BEGIN
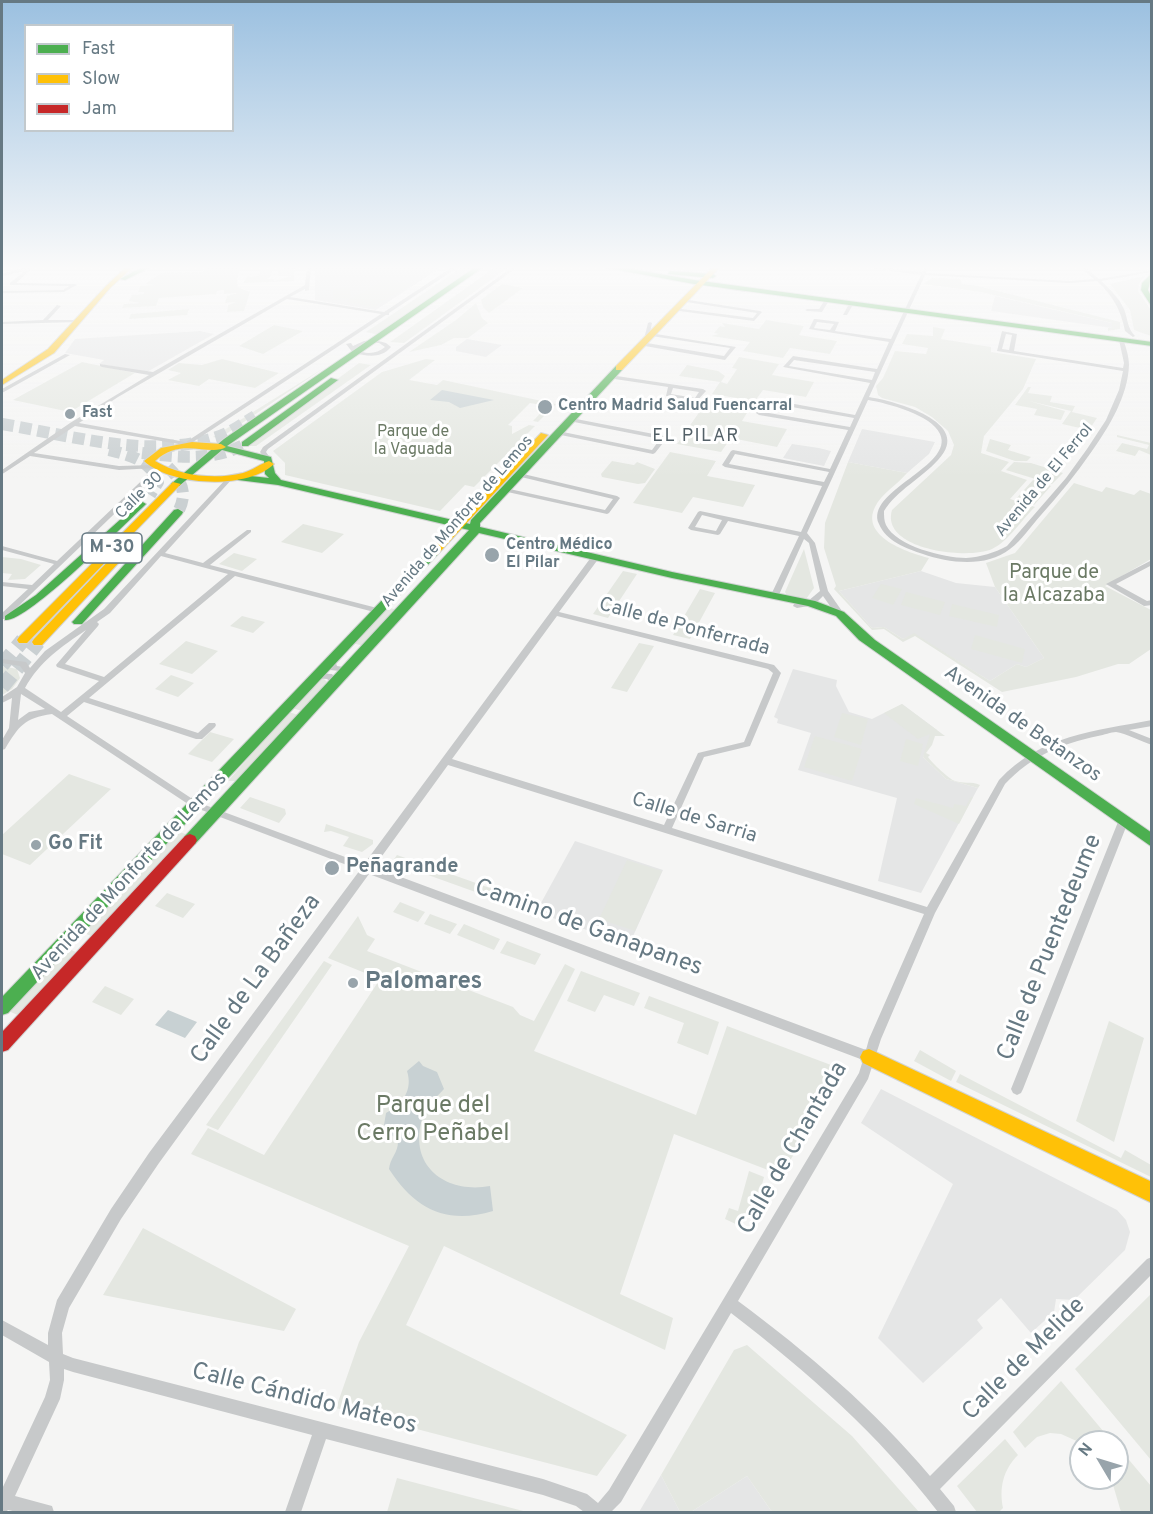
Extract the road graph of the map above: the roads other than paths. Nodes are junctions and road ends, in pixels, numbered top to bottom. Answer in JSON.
{"nodes":[{"id":1,"x":62,"y":337,"type":"edge"},
{"id":2,"x":217,"y":337,"type":"edge"},
{"id":3,"x":370,"y":337,"type":"edge"},
{"id":4,"x":379,"y":337,"type":"edge"},
{"id":5,"x":380,"y":337,"type":"edge"},
{"id":6,"x":420,"y":337,"type":"edge"},
{"id":7,"x":644,"y":337,"type":"edge"},
{"id":8,"x":645,"y":337,"type":"edge"},
{"id":9,"x":656,"y":337,"type":"edge"},
{"id":10,"x":665,"y":337,"type":"edge"},
{"id":11,"x":863,"y":337,"type":"edge"},
{"id":12,"x":894,"y":337,"type":"edge"},
{"id":13,"x":1115,"y":337,"type":"edge"},
{"id":14,"x":1125,"y":338,"type":"junction"},
{"id":15,"x":1152,"y":339,"type":"edge"},
{"id":16,"x":892,"y":341,"type":"junction"},
{"id":17,"x":1152,"y":344,"type":"edge"},
{"id":18,"x":361,"y":349,"type":"junction"},
{"id":19,"x":1011,"y":352,"type":"dead end"},
{"id":20,"x":398,"y":353,"type":"junction"},
{"id":21,"x":67,"y":355,"type":"dead end"},
{"id":22,"x":806,"y":360,"type":"junction"},
{"id":23,"x":819,"y":362,"type":"junction"},
{"id":24,"x":102,"y":365,"type":"dead end"},
{"id":25,"x":799,"y":369,"type":"junction"},
{"id":26,"x":1126,"y":370,"type":"junction"},
{"id":27,"x":879,"y":371,"type":"junction"},
{"id":28,"x":812,"y":372,"type":"junction"},
{"id":29,"x":153,"y":374,"type":"junction"},
{"id":30,"x":607,"y":379,"type":"junction"},
{"id":31,"x":2,"y":381,"type":"edge"},
{"id":32,"x":873,"y":385,"type":"junction"},
{"id":33,"x":669,"y":390,"type":"junction"},
{"id":34,"x":2,"y":391,"type":"edge"},
{"id":35,"x":867,"y":398,"type":"junction"},
{"id":36,"x":878,"y":401,"type":"junction"},
{"id":37,"x":791,"y":405,"type":"junction"},
{"id":38,"x":863,"y":406,"type":"junction"},
{"id":39,"x":255,"y":416,"type":"tunnel mouth"},
{"id":40,"x":784,"y":417,"type":"junction"},
{"id":41,"x":858,"y":417,"type":"junction"},
{"id":42,"x":571,"y":420,"type":"junction"},
{"id":43,"x":72,"y":424,"type":"junction"},
{"id":44,"x":852,"y":429,"type":"junction"},
{"id":45,"x":558,"y":433,"type":"junction"},
{"id":46,"x":186,"y":443,"type":"junction"},
{"id":47,"x":245,"y":444,"type":"tunnel mouth"},
{"id":48,"x":223,"y":449,"type":"junction"},
{"id":49,"x":27,"y":454,"type":"junction"},
{"id":50,"x":748,"y":455,"type":"junction"},
{"id":51,"x":762,"y":457,"type":"junction"},
{"id":52,"x":268,"y":461,"type":"junction"},
{"id":53,"x":155,"y":468,"type":"junction"},
{"id":54,"x":740,"y":469,"type":"junction"},
{"id":55,"x":754,"y":471,"type":"junction"},
{"id":56,"x":833,"y":471,"type":"junction"},
{"id":57,"x":2,"y":472,"type":"edge"},
{"id":58,"x":519,"y":476,"type":"junction"},
{"id":59,"x":190,"y":477,"type":"junction"},
{"id":60,"x":235,"y":479,"type":"junction"},
{"id":61,"x":278,"y":482,"type":"junction"},
{"id":62,"x":826,"y":486,"type":"junction"},
{"id":63,"x":505,"y":490,"type":"junction"},
{"id":64,"x":178,"y":512,"type":"tunnel mouth"},
{"id":65,"x":714,"y":516,"type":"junction"},
{"id":66,"x":726,"y":519,"type":"junction"},
{"id":67,"x":460,"y":525,"type":"junction"},
{"id":68,"x":474,"y":529,"type":"junction"},
{"id":69,"x":705,"y":530,"type":"junction"},
{"id":70,"x":249,"y":531,"type":"dead end"},
{"id":71,"x":158,"y":534,"type":"junction"},
{"id":72,"x":805,"y":535,"type":"junction"},
{"id":73,"x":2,"y":548,"type":"edge"},
{"id":74,"x":161,"y":554,"type":"junction"},
{"id":75,"x":595,"y":558,"type":"junction"},
{"id":76,"x":1152,"y":562,"type":"edge"},
{"id":77,"x":58,"y":563,"type":"junction"},
{"id":78,"x":205,"y":565,"type":"junction"},
{"id":79,"x":234,"y":573,"type":"junction"},
{"id":80,"x":2,"y":584,"type":"edge"},
{"id":81,"x":33,"y":587,"type":"junction"},
{"id":82,"x":824,"y":591,"type":"junction"},
{"id":83,"x":774,"y":597,"type":"junction"},
{"id":84,"x":1152,"y":602,"type":"edge"},
{"id":85,"x":811,"y":603,"type":"junction"},
{"id":86,"x":797,"y":606,"type":"junction"},
{"id":87,"x":107,"y":611,"type":"junction"},
{"id":88,"x":378,"y":611,"type":"junction"},
{"id":89,"x":555,"y":613,"type":"junction"},
{"id":90,"x":840,"y":614,"type":"junction"},
{"id":91,"x":4,"y":620,"type":"edge"},
{"id":92,"x":78,"y":622,"type":"joint"},
{"id":93,"x":42,"y":630,"type":"junction"},
{"id":94,"x":23,"y":640,"type":"tunnel mouth"},
{"id":95,"x":869,"y":640,"type":"junction"},
{"id":96,"x":48,"y":653,"type":"junction"},
{"id":97,"x":331,"y":660,"type":"junction"},
{"id":98,"x":2,"y":661,"type":"edge"},
{"id":99,"x":347,"y":670,"type":"junction"},
{"id":100,"x":29,"y":673,"type":"junction"},
{"id":101,"x":316,"y":676,"type":"junction"},
{"id":102,"x":106,"y":681,"type":"junction"},
{"id":103,"x":335,"y":682,"type":"junction"},
{"id":104,"x":19,"y":690,"type":"junction"},
{"id":105,"x":84,"y":699,"type":"junction"},
{"id":106,"x":2,"y":700,"type":"edge"},
{"id":107,"x":57,"y":714,"type":"junction"},
{"id":108,"x":1152,"y":723,"type":"edge"},
{"id":109,"x":212,"y":725,"type":"dead end"},
{"id":110,"x":13,"y":728,"type":"junction"},
{"id":111,"x":1119,"y":730,"type":"junction"},
{"id":112,"x":1152,"y":742,"type":"edge"},
{"id":113,"x":2,"y":747,"type":"edge"},
{"id":114,"x":1031,"y":756,"type":"junction"},
{"id":115,"x":447,"y":761,"type":"junction"},
{"id":116,"x":194,"y":804,"type":"junction"},
{"id":117,"x":216,"y":812,"type":"junction"},
{"id":118,"x":1123,"y":822,"type":"junction"},
{"id":119,"x":666,"y":830,"type":"junction"},
{"id":120,"x":1152,"y":841,"type":"edge"},
{"id":121,"x":367,"y":868,"type":"junction"},
{"id":122,"x":930,"y":912,"type":"junction"},
{"id":123,"x":2,"y":1008,"type":"edge"},
{"id":124,"x":2,"y":1044,"type":"edge"},
{"id":125,"x":869,"y":1057,"type":"junction"},
{"id":126,"x":1017,"y":1089,"type":"dead end"},
{"id":127,"x":1152,"y":1193,"type":"edge"},
{"id":128,"x":1152,"y":1264,"type":"edge"},
{"id":129,"x":730,"y":1303,"type":"junction"},
{"id":130,"x":2,"y":1328,"type":"edge"},
{"id":131,"x":56,"y":1358,"type":"junction"},
{"id":132,"x":322,"y":1429,"type":"junction"},
{"id":133,"x":930,"y":1488,"type":"junction"},
{"id":134,"x":3,"y":1503,"type":"edge"},
{"id":135,"x":46,"y":1512,"type":"edge"},
{"id":136,"x":293,"y":1512,"type":"edge"},
{"id":137,"x":599,"y":1512,"type":"edge"},
{"id":138,"x":948,"y":1512,"type":"edge"}],
"edges":[{"from":1,"to":31,"type":"main road"},
{"from":2,"to":29,"type":"street"},
{"from":3,"to":18,"type":"street"},
{"from":4,"to":18,"type":"main road","number":"M-30"},
{"from":5,"to":18,"type":"main road","number":"M-30"},
{"from":6,"to":20,"type":"street"},
{"from":7,"to":67,"type":"main road","name":"Avenida de Monforte de Lemos"},
{"from":8,"to":30,"type":"main road","name":"Avenida de Monforte de Lemos"},
{"from":9,"to":10,"type":"street"},
{"from":11,"to":16,"type":"street"},
{"from":12,"to":16,"type":"street"},
{"from":13,"to":14,"type":"main road"},
{"from":14,"to":15,"type":"main road"},
{"from":14,"to":17,"type":"main road"},
{"from":14,"to":26,"type":"street","name":"Avenida de El Ferrol"},
{"from":16,"to":27,"type":"street"},
{"from":18,"to":20,"type":"street"},
{"from":18,"to":39,"type":"main road"},
{"from":18,"to":46,"type":"street"},
{"from":18,"to":47,"type":"main road"},
{"from":18,"to":48,"type":"main road","number":"M-30"},
{"from":19,"to":26,"type":"street"},
{"from":20,"to":52,"type":"street"},
{"from":21,"to":34,"type":"street"},
{"from":22,"to":23,"type":"street"},
{"from":22,"to":25,"type":"street"},
{"from":22,"to":25,"type":"street"},
{"from":23,"to":27,"type":"street"},
{"from":23,"to":28,"type":"street"},
{"from":24,"to":29,"type":"street"},
{"from":25,"to":28,"type":"street"},
{"from":26,"to":36,"type":"street","name":"Avenida de El Ferrol"},
{"from":27,"to":32,"type":"street"},
{"from":28,"to":32,"type":"street"},
{"from":29,"to":43,"type":"street"},
{"from":30,"to":33,"type":"street"},
{"from":30,"to":42,"type":"main road","name":"Avenida de Monforte de Lemos"},
{"from":32,"to":35,"type":"street"},
{"from":32,"to":36,"type":"street"},
{"from":33,"to":33,"type":"street"},
{"from":35,"to":36,"type":"street","name":"Avenida de El Ferrol"},
{"from":35,"to":38,"type":"street"},
{"from":36,"to":38,"type":"street"},
{"from":37,"to":40,"type":"street"},
{"from":37,"to":40,"type":"street"},
{"from":37,"to":41,"type":"street"},
{"from":38,"to":41,"type":"street"},
{"from":40,"to":44,"type":"street"},
{"from":41,"to":44,"type":"street"},
{"from":42,"to":45,"type":"main road","name":"Avenida de Monforte de Lemos"},
{"from":42,"to":45,"type":"street"},
{"from":43,"to":46,"type":"street"},
{"from":43,"to":49,"type":"street"},
{"from":44,"to":56,"type":"street"},
{"from":45,"to":58,"type":"main road","name":"Avenida de Monforte de Lemos"},
{"from":46,"to":48,"type":"main road"},
{"from":46,"to":53,"type":"main road"},
{"from":48,"to":52,"type":"main road"},
{"from":48,"to":59,"type":"main road","number":"M-30"},
{"from":49,"to":53,"type":"street"},
{"from":49,"to":57,"type":"street"},
{"from":50,"to":51,"type":"street"},
{"from":50,"to":54,"type":"street"},
{"from":50,"to":54,"type":"street"},
{"from":51,"to":55,"type":"street"},
{"from":51,"to":56,"type":"street"},
{"from":52,"to":60,"type":"main road"},
{"from":52,"to":61,"type":"main road"},
{"from":53,"to":59,"type":"main road","name":"Avenida de Betanzos"},
{"from":53,"to":77,"type":"street"},
{"from":54,"to":55,"type":"street"},
{"from":55,"to":62,"type":"street"},
{"from":56,"to":62,"type":"street"},
{"from":58,"to":63,"type":"main road","name":"Avenida de Monforte de Lemos"},
{"from":58,"to":63,"type":"street"},
{"from":59,"to":60,"type":"main road","name":"Avenida de Betanzos"},
{"from":59,"to":93,"type":"main road","name":"Calle 30","number":"M-30"},
{"from":60,"to":61,"type":"main road","name":"Avenida de Betanzos"},
{"from":60,"to":74,"type":"street"},
{"from":61,"to":67,"type":"main road","name":"Avenida de Betanzos"},
{"from":62,"to":72,"type":"street"},
{"from":63,"to":68,"type":"main road","name":"Avenida de Monforte de Lemos"},
{"from":64,"to":71,"type":"main road"},
{"from":65,"to":66,"type":"street"},
{"from":65,"to":69,"type":"street"},
{"from":65,"to":69,"type":"street"},
{"from":66,"to":69,"type":"street"},
{"from":66,"to":72,"type":"street"},
{"from":67,"to":68,"type":"main road","name":"Avenida de Betanzos"},
{"from":67,"to":88,"type":"main road","name":"Avenida de Monforte de Lemos"},
{"from":68,"to":75,"type":"main road","name":"Avenida de Betanzos"},
{"from":68,"to":99,"type":"main road","name":"Avenida de Monforte de Lemos"},
{"from":70,"to":78,"type":"street"},
{"from":71,"to":92,"type":"main road"},
{"from":71,"to":93,"type":"main road"},
{"from":72,"to":82,"type":"street"},
{"from":72,"to":83,"type":"street"},
{"from":73,"to":77,"type":"street"},
{"from":74,"to":78,"type":"street"},
{"from":74,"to":87,"type":"street"},
{"from":75,"to":83,"type":"main road","name":"Avenida de Betanzos"},
{"from":75,"to":89,"type":"street","name":"Calle de La Bañeza"},
{"from":76,"to":84,"type":"street"},
{"from":77,"to":81,"type":"street"},
{"from":78,"to":79,"type":"street"},
{"from":79,"to":88,"type":"street"},
{"from":79,"to":102,"type":"street"},
{"from":80,"to":81,"type":"street"},
{"from":81,"to":91,"type":"street"},
{"from":82,"to":85,"type":"street"},
{"from":82,"to":90,"type":"street"},
{"from":83,"to":85,"type":"main road","name":"Avenida de Betanzos"},
{"from":83,"to":86,"type":"main road","name":"Avenida de Betanzos"},
{"from":85,"to":86,"type":"street"},
{"from":85,"to":90,"type":"main road","name":"Avenida de Betanzos"},
{"from":86,"to":95,"type":"main road","name":"Avenida de Betanzos"},
{"from":87,"to":96,"type":"street"},
{"from":87,"to":102,"type":"street"},
{"from":88,"to":97,"type":"main road","name":"Avenida de Monforte de Lemos"},
{"from":89,"to":115,"type":"street","name":"Calle de La Bañeza"},
{"from":89,"to":119,"type":"street","name":"Calle de Ponferrada"},
{"from":90,"to":95,"type":"main road","name":"Avenida de Betanzos"},
{"from":91,"to":93,"type":"main road"},
{"from":92,"to":96,"type":"street"},
{"from":93,"to":94,"type":"main road","name":"Calle 30","number":"M-30"},
{"from":95,"to":114,"type":"main road","name":"Avenida de Betanzos"},
{"from":96,"to":100,"type":"street"},
{"from":97,"to":99,"type":"street"},
{"from":97,"to":101,"type":"main road","name":"Avenida de Monforte de Lemos"},
{"from":98,"to":100,"type":"street"},
{"from":99,"to":103,"type":"main road","name":"Avenida de Monforte de Lemos"},
{"from":100,"to":104,"type":"street"},
{"from":101,"to":103,"type":"street"},
{"from":101,"to":116,"type":"main road","name":"Avenida de Monforte de Lemos"},
{"from":102,"to":105,"type":"street"},
{"from":103,"to":117,"type":"main road","name":"Avenida de Monforte de Lemos"},
{"from":104,"to":106,"type":"street"},
{"from":104,"to":107,"type":"street","name":"Camino de Ganapanes"},
{"from":104,"to":110,"type":"street"},
{"from":105,"to":107,"type":"street"},
{"from":105,"to":109,"type":"street"},
{"from":107,"to":110,"type":"street"},
{"from":107,"to":116,"type":"street","name":"Camino de Ganapanes"},
{"from":108,"to":111,"type":"street","name":"Calle de Chantada"},
{"from":110,"to":113,"type":"street"},
{"from":111,"to":112,"type":"street"},
{"from":111,"to":114,"type":"street","name":"Calle de Chantada"},
{"from":114,"to":118,"type":"main road","name":"Avenida de Betanzos"},
{"from":114,"to":122,"type":"street","name":"Calle de Chantada"},
{"from":115,"to":119,"type":"street","name":"Calle de Sarria"},
{"from":115,"to":121,"type":"street","name":"Calle de La Bañeza"},
{"from":116,"to":117,"type":"street","name":"Camino de Ganapanes"},
{"from":116,"to":123,"type":"main road","name":"Avenida de Monforte de Lemos"},
{"from":117,"to":121,"type":"street","name":"Camino de Ganapanes"},
{"from":117,"to":124,"type":"main road","name":"Avenida de Monforte de Lemos"},
{"from":118,"to":120,"type":"main road","name":"Avenida de Betanzos"},
{"from":118,"to":126,"type":"street","name":"Calle de Puentedeume"},
{"from":119,"to":122,"type":"street","name":"Calle de Sarria"},
{"from":121,"to":125,"type":"street","name":"Camino de Ganapanes"},
{"from":121,"to":131,"type":"street","name":"Calle de La Bañeza"},
{"from":122,"to":125,"type":"street","name":"Calle de Chantada"},
{"from":125,"to":127,"type":"main road","name":"Camino de Ganapanes"},
{"from":125,"to":129,"type":"street","name":"Calle de Chantada"},
{"from":128,"to":133,"type":"street","name":"Calle de Melide"},
{"from":129,"to":133,"type":"street"},
{"from":129,"to":137,"type":"street","name":"Calle de Chantada"},
{"from":130,"to":131,"type":"street","name":"Calle Cándido Mateos"},
{"from":131,"to":132,"type":"street","name":"Calle Cándido Mateos"},
{"from":131,"to":134,"type":"street","name":"Calle de La Bañeza"},
{"from":132,"to":136,"type":"street"},
{"from":132,"to":137,"type":"street","name":"Calle Cándido Mateos"},
{"from":133,"to":138,"type":"street"},
{"from":134,"to":135,"type":"street"}]}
END
- _TASK REQUIREMENTS_
Each line of the records that contains the string "Camino" must be copied.

- _ANSWER_
{"from":104,"to":107,"type":"street","name":"Camino de Ganapanes"},
{"from":107,"to":116,"type":"street","name":"Camino de Ganapanes"},
{"from":116,"to":117,"type":"street","name":"Camino de Ganapanes"},
{"from":117,"to":121,"type":"street","name":"Camino de Ganapanes"},
{"from":121,"to":125,"type":"street","name":"Camino de Ganapanes"},
{"from":125,"to":127,"type":"main road","name":"Camino de Ganapanes"},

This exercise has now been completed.